Parenthetically, the Bush complex will pay a single dollar for a 99-year lease for the SMU property with a 249-year option to renew, all of which the Bush Foundation has required. This means that the next chance the SCJ will have to address this issue is the middle of the 23rd century. This constitutes a direct endowment of the Bush Institute through a 348-year give-away “lease” of land, which the SCJ owns, to the Bush Foundation and its causes.
Why is the SCJ making this kind of gift to any president and to the promotion of policies and views which stand in direct contradiction to the Social Principles and the positions of The United Methodist Church?
Finally, I do not wish to be disrespectful to our College of Bishops whose interpretation, if not challenged, gives a final okay to this matter. Many of them I know, respect and love. But under pressure from President Bush’s representatives – one more example of the Bush administration’s tendency to rush to a decision as they did in the war on Iraq – our College of Bishops made a mistake that needs to be reversed. I urge you to do so.

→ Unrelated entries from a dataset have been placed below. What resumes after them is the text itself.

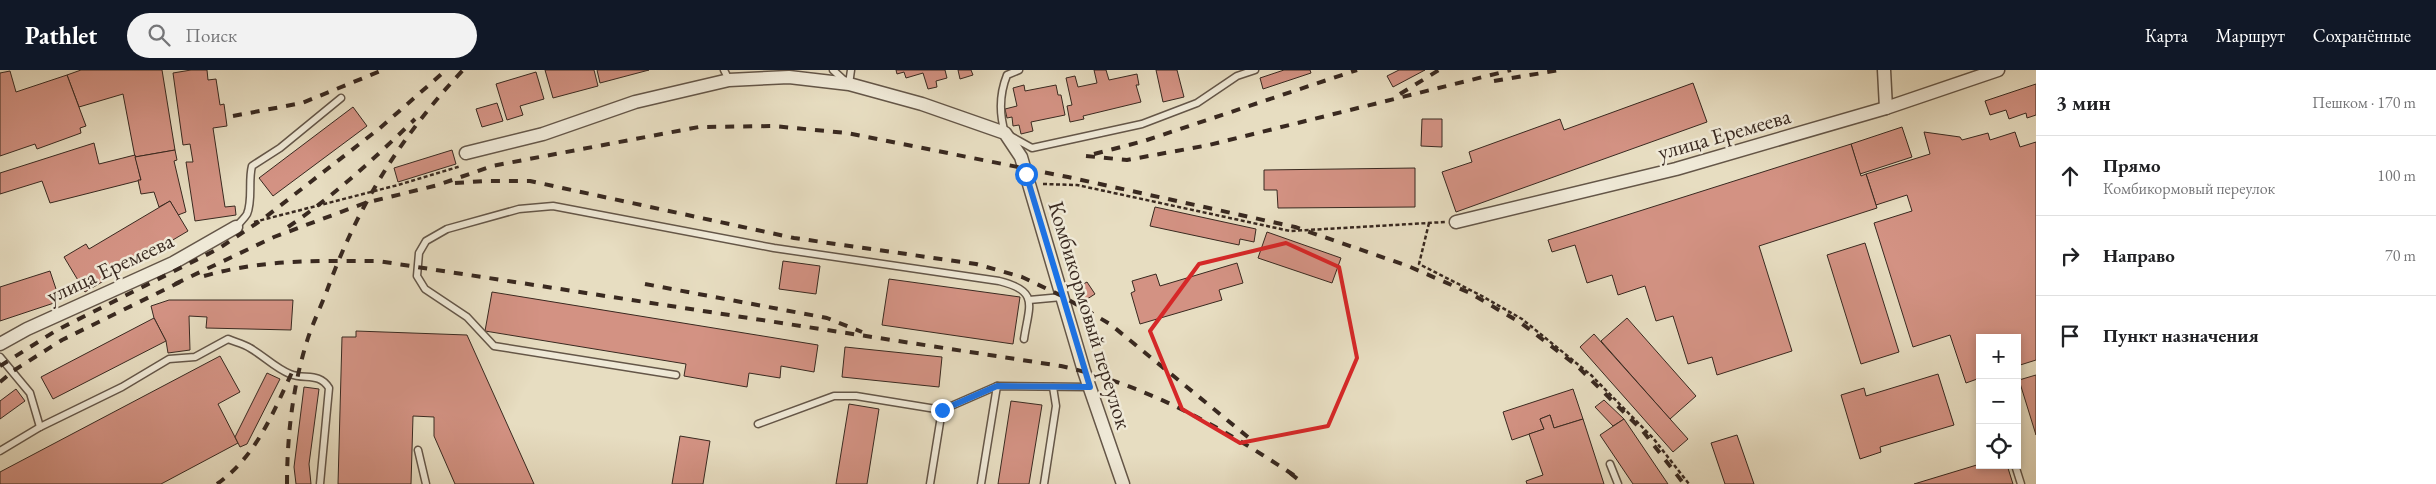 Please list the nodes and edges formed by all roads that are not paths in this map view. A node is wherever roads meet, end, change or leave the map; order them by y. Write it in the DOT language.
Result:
graph roads {
  1 [pos="833,70"];
  2 [pos="851,70"];
  3 [pos="1019,70"];
  4 [pos="1255,70"];
  5 [pos="1884,70"];
  6 [pos="1998,70"];
  7 [pos="727,75"];
  8 [pos="849,84"];
  9 [pos="341,98"];
  10 [pos="1886,108"];
  11 [pos="1004,133"];
  12 [pos="466,152"];
  13 [pos="1456,222"];
  14 [pos="236,227"];
  15 [pos="1062,297"];
  16 [pos="1029,300"];
  17 [pos="1024,339"];
  18 [pos="0,344"];
  19 [pos="0,357"];
  20 [pos="676,375"];
  21 [pos="997,386"];
  22 [pos="1052,387"];
  23 [pos="1090,387"];
  24 [pos="942,410"];
  25 [pos="758,424"];
  26 [pos="40,427"];
  27 [pos="418,450"];
  28 [pos="0,452"];
  29 [pos="1610,464"];
  30 [pos="2016,469"];
  31 [pos="320,484"];
  32 [pos="426,484"];
  33 [pos="930,484"];
  34 [pos="982,484"];
  35 [pos="1044,484"];
  36 [pos="1123,484"];
  37 [pos="1618,484"];
  38 [pos="2021,484"];
  1 -- 8 [label="lane"];
  2 -- 8 [label="lane"];
  3 -- 11 [label="lane"];
  4 -- 11 [label="lane"];
  5 -- 10 [label="street"];
  6 -- 10 [label="street, улица Еремеева"];
  7 -- 8 [label="street"];
  7 -- 12 [label="street"];
  8 -- 11 [label="street"];
  9 -- 14 [label="lane"];
  10 -- 13 [label="street, улица Еремеева"];
  11 -- 15 [label="street, Комбикормовый переулок"];
  14 -- 18 [label="street, улица Еремеева"];
  15 -- 16 [label="lane"];
  15 -- 23 [label="street, Комбикормовый переулок"];
  16 -- 17 [label="lane"];
  16 -- 20 [label="lane"];
  19 -- 26 [label="lane"];
  21 -- 22 [label="lane"];
  21 -- 24 [label="lane"];
  21 -- 34 [label="lane"];
  22 -- 23 [label="lane"];
  22 -- 35 [label="lane"];
  23 -- 36 [label="street, Комбикормовый переулок"];
  24 -- 25 [label="lane"];
  24 -- 33 [label="lane"];
  26 -- 28 [label="lane"];
  26 -- 31 [label="lane"];
  27 -- 32 [label="lane"];
  29 -- 37 [label="lane"];
  30 -- 38 [label="lane"];
}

Church order must take precedence here, especially when authority for the review of the Mission Council action belongs to the Judicial Council, and when approval of this use of the SMU campus actually belongs to the South Central Jurisdiction. Even more important, the SCJ ought not to subsidize or provide de facto endorsement to a partisan institute that stands in opposition to our United Methodist stated social witness.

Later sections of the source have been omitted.